Ugo Russo, rinviato a giudizio il carabiniere: fu omicidio volontario

Ugo Russo, rinviato a giudizio il carabiniere: fu omicidio volontario

Il carabiniere ha sempre sostenuto e ribadito di avere sparato per legittima difesa


NAPOLI – Il gup di Napoli Tommaso Perrella ha rinviato a giudizio il carabiniere accusato dell’omicidio volontario aggravato del quindicenne Ugo Russo, ucciso colpito la notte del 29 febbraio del 2020, nei pressi del borgo di Santa Lucia, a Napoli, mentre cercava di rapinare l’orologio al militare in compagnia di un complice.

La decisione del gup è giunta a distanza di due ore dalla fine dell’udienza durante la quale le parti hanno esposto le loro tesi e la Procura di Napoli (Simone de Roxas e Claudio Siragusa) ha chiesto il processo per il militare (difeso dagli avvocati Mattia Floccher e Roberto Guida).

Il carabiniere, che ha sempre sostenuto – e ribadito anche in sede di dichiarazioni spontanee rese oggi – di avere sparato per legittima difesa, in quanto l’aggressore gli aveva puntato contro un’arma, era presente. Come per le altre tappe del procedimento in aula c’erano anche i genitori della giovane vittima (difesi dagli avvocati Giovanni Fusco, Antonio Mormile e Domenico Di Donato) e la madre alla vista del carabiniere ha accusato un malore. Il marito l’ha accompagnata all’esterno dell’aula e la donna si è ripresa dopo l’intervento dei medici dell’Asl di stanza in Tribunale. All’esterno del palazzo di giustizia, come in occasione delle altre udienze, si sono radunati gli attivisti del Comitato ‘Verità e Giustizia per Ugo Russo’ che hanno esposto tra l’altro uno striscione con la foto del ragazzo.

“Chiediamo la verità su ciò che è accaduto. Abbiamo sempre avuto pienamente fiducia nella magistratura.
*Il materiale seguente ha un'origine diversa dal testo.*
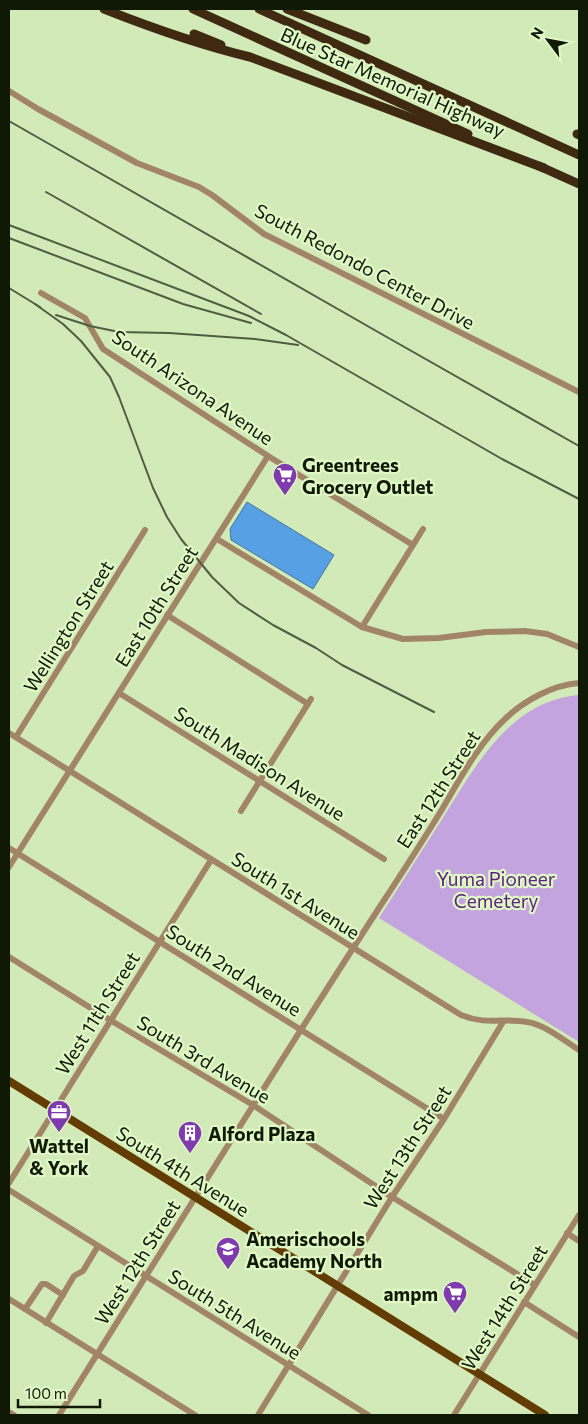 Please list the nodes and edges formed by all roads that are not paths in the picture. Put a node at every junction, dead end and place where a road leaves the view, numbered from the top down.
1 (104, 9) edge
2 (193, 9) edge
3 (259, 9) edge
4 (288, 9) edge
5 (194, 34) dead end
6 (366, 40) dead end
7 (250, 57) junction
8 (9, 91) edge
9 (579, 155) edge
10 (544, 168) junction
11 (579, 184) edge
12 (41, 293) dead end
13 (579, 392) edge
14 (268, 456) junction
15 (423, 529) dead end
16 (145, 530) dead end
17 (216, 539) junction
18 (412, 545) junction
19 (167, 615) junction
20 (362, 627) junction
21 (579, 647) edge
22 (579, 683) edge
23 (119, 693) junction
24 (9, 733) edge
25 (16, 737) junction
26 (69, 771) junction
27 (260, 780) junction
28 (241, 811) dead end
29 (9, 848) edge
30 (18, 853) junction
31 (384, 859) dead end
32 (211, 860) junction
33 (9, 867) edge
34 (159, 942) junction
35 (352, 947) junction
36 (9, 957) edge
37 (110, 1020) junction
38 (503, 1022) junction
39 (301, 1029) junction
40 (579, 1050) edge
41 (9, 1081) edge
42 (254, 1105) junction
43 (54, 1109) junction
44 (444, 1119) junction
45 (9, 1183) edge
46 (9, 1190) edge
47 (392, 1197) junction
48 (195, 1198) junction
49 (579, 1215) edge
50 (567, 1233) junction
51 (579, 1241) edge
52 (98, 1246) junction
53 (146, 1276) junction
54 (535, 1285) junction
55 (338, 1286) junction
56 (63, 1295) junction
57 (9, 1299) edge
58 (524, 1302) junction
59 (25, 1310) junction
60 (46, 1322) junction
61 (579, 1336) edge
62 (97, 1354) junction
63 (288, 1365) junction
64 (480, 1375) junction
65 (9, 1412) edge
66 (14, 1415) edge
67 (59, 1415) edge
68 (195, 1415) edge
69 (258, 1415) edge
70 (368, 1415) edge
71 (454, 1415) edge
72 (545, 1415) edge

1 - 7 highway
2 - 10 highway, Blue Star Memorial Highway
3 - 9 highway
4 - 6 highway
5 - 7 highway
7 - 10 highway
8 - 13 street, South Redondo Center Drive
10 - 11 highway, Blue Star Memorial Highway
12 - 14 street, South Arizona Avenue
14 - 17 street, East 10th Street
14 - 18 street, South Arizona Avenue
15 - 18 street
16 - 25 street, Wellington Street
17 - 19 street, East 10th Street
17 - 20 street
18 - 20 street
19 - 23 street, East 10th Street
19 - 27 street
20 - 21 street
22 - 35 street, East 12th Street
23 - 26 street, East 10th Street
23 - 27 street, South Madison Avenue
24 - 25 street, South 1st Avenue
25 - 26 street, South 1st Avenue
26 - 30 street, East 10th Street
26 - 32 street, South 1st Avenue
27 - 28 street
27 - 31 street, South Madison Avenue
29 - 30 street, South 2nd Avenue
30 - 33 street, East 10th Street
30 - 34 street, South 2nd Avenue
32 - 34 street, West 11th Street
32 - 35 street, South 1st Avenue
34 - 37 street, West 11th Street
34 - 39 street, South 2nd Avenue
35 - 38 street, South 1st Avenue
35 - 39 street, West 12th Street
36 - 37 street, South 3rd Avenue
37 - 42 street, South 3rd Avenue
37 - 43 street, West 11th Street
38 - 40 street, South 1st Avenue
38 - 44 street, West 13th Street
39 - 42 street, West 12th Street
39 - 44 street, South 2nd Avenue
41 - 43 main road, South 4th Avenue
42 - 47 street, South 3rd Avenue
42 - 48 street, West 12th Street
43 - 45 street, West 11th Street
43 - 48 main road, South 4th Avenue
44 - 47 street, West 13th Street
46 - 52 street, South 5th Avenue
47 - 54 street, South 3rd Avenue
47 - 55 street, West 13th Street
48 - 53 street, West 12th Street
48 - 55 main road, South 4th Avenue
49 - 50 street, West 14th Street
50 - 51 street
50 - 54 street, West 14th Street
52 - 53 street, South 5th Avenue
52 - 56 street
53 - 62 street, West 12th Street
53 - 63 street, South 5th Avenue
54 - 58 street, West 14th Street
55 - 63 street, West 13th Street
55 - 64 main road, South 4th Avenue
56 - 59 street
56 - 60 street
57 - 59 street
58 - 61 street
58 - 64 street, West 14th Street
59 - 60 street
60 - 62 street
62 - 67 street, West 12th Street
62 - 68 street
63 - 69 street, West 13th Street
63 - 70 street, South 5th Avenue
64 - 71 street, West 14th Street
64 - 72 main road, South 4th Avenue
65 - 66 street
Oggi dopo quasi tre anni e mezzo torniamo a casa con la speranza di sapere quella sera cosa è veramente successo”, ha detto il padre di Ugo Russo dopo la decisione del gip. “Noi viviamo 24 ore su 24 con Ugo – ha aggiunto Russo – lui non era il ragazzo di quella sera e lo vogliamo dimostrare. Non ci siamo mai arresi e ringraziamo chi vi e’ stato vicino”. “Non siamo come ci hanno rappresentato – ha ribadito il padre di Ugo Russo – e non e’ giustificabile in alcun modo la reazione che ha avuto il carabiniere: mio figlio e’ stato ucciso”.
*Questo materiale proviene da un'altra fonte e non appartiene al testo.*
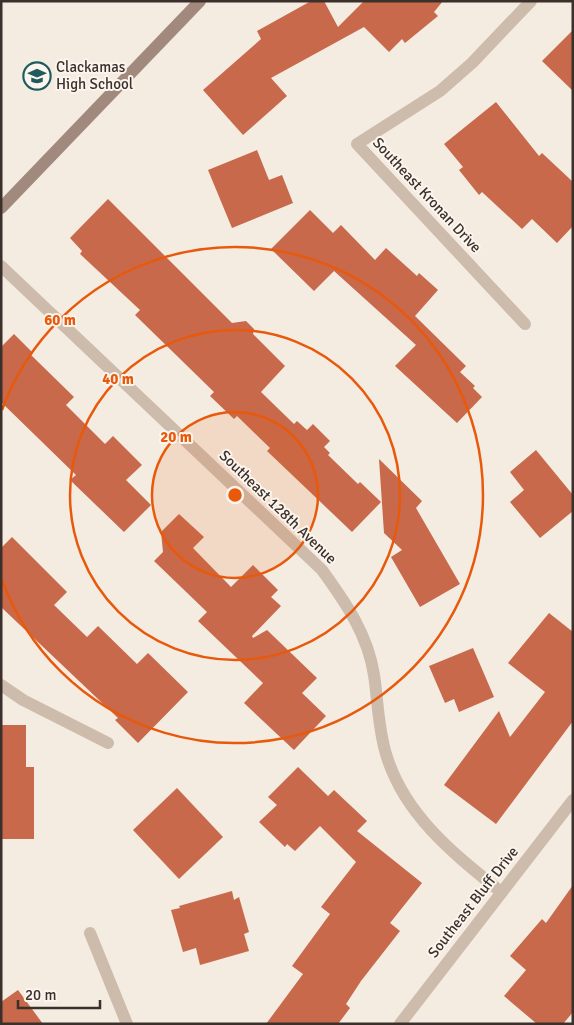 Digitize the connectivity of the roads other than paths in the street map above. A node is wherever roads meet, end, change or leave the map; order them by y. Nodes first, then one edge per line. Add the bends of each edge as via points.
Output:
1 (200, 1) edge
2 (531, 1) edge
3 (1, 208) edge
4 (1, 266) edge
5 (525, 324) dead end
6 (1, 685) edge
7 (108, 743) dead end
8 (573, 800) edge
9 (500, 892) junction
10 (90, 933) dead end
11 (127, 1024) edge
12 (400, 1024) edge

1 - 3 main road
2 - 5 street, Southeast Kronan Drive via 472,63 440,91 358,144
4 - 9 street, Southeast 128th Avenue via 322,570 348,606 363,636 374,673 386,755 399,785 418,816 449,850
6 - 7 street via 22,700
8 - 9 street, Southeast Bluff Drive
9 - 12 street, Southeast Bluff Drive
10 - 11 street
“Il decreto che dispone il giudizio non è una sentenza di condanna”. Lo hanno sottolineato gli avvocati Mattia Floccher e Roberto Guida, difensori del carabinieri oggi rinviato a giudizio a Napoli per l’omicidio volontario aggravato di Ugo Russo, il 15enne ucciso colpito la notte del 29 febbraio del 2020, nei pressi del borgo di Santa Lucia, a Napoli, mentre cercava di rapinare l’orologio al militare in compagnia di un complice. “Ovviamente – hanno aggiunto Floccher e Guida – avremmo preferito che il giudice, già in questa fase, avesse preso atto dell’impossibilità di ritenere configurabile una ipotesi di omicidio volontario. In ogni caso, in maniera serena e fiduciosa siamo pronti a dimostrare, nel corso del dibattimento, l’innocenza dell’imputato”. “D’altro canto, – concludono i legali del militare – si tratta di una fase che è espressione della massima garanzia processuale che il legislatore ha inteso riconoscere al cittadino imputato, in cui accusa e difesa si confronteranno ad armi pari”.

“Sono contento per il padre e la madre di Ugo, perché questa è una vicenda che richiedeva il vaglio di un processo ma mi è impossibile gioire: questa storia è un dramma, da qualsiasi punto di vista la si guardi”. Così l’avvocato Giovanni Fusco, legale della famiglia di Ugo Russo insieme con i colleghi Antonio Mormile e Domenico Di Donato, ha commentato la decisione del gup di Napoli Tommaso Perrella di rinviare a giudizio il carabiniere che la notte del 29 febbraio 2020, nei pressi del borgo di Santa Lucia, a Napoli, ha sparato, uccidendolo, al 15enne mentre cercava di rapinare l’orologio al militare in compagnia di un complice. “Nulla ci restituirà un ragazzo di appena 15 anni morto, – ha detto ancora l’avvocato Fusco – ed è un dramma anche per un altro ragazzo, di 22-23 anni, che adesso dovrà sostenere un duro processo davanti alla Corte di Assise”.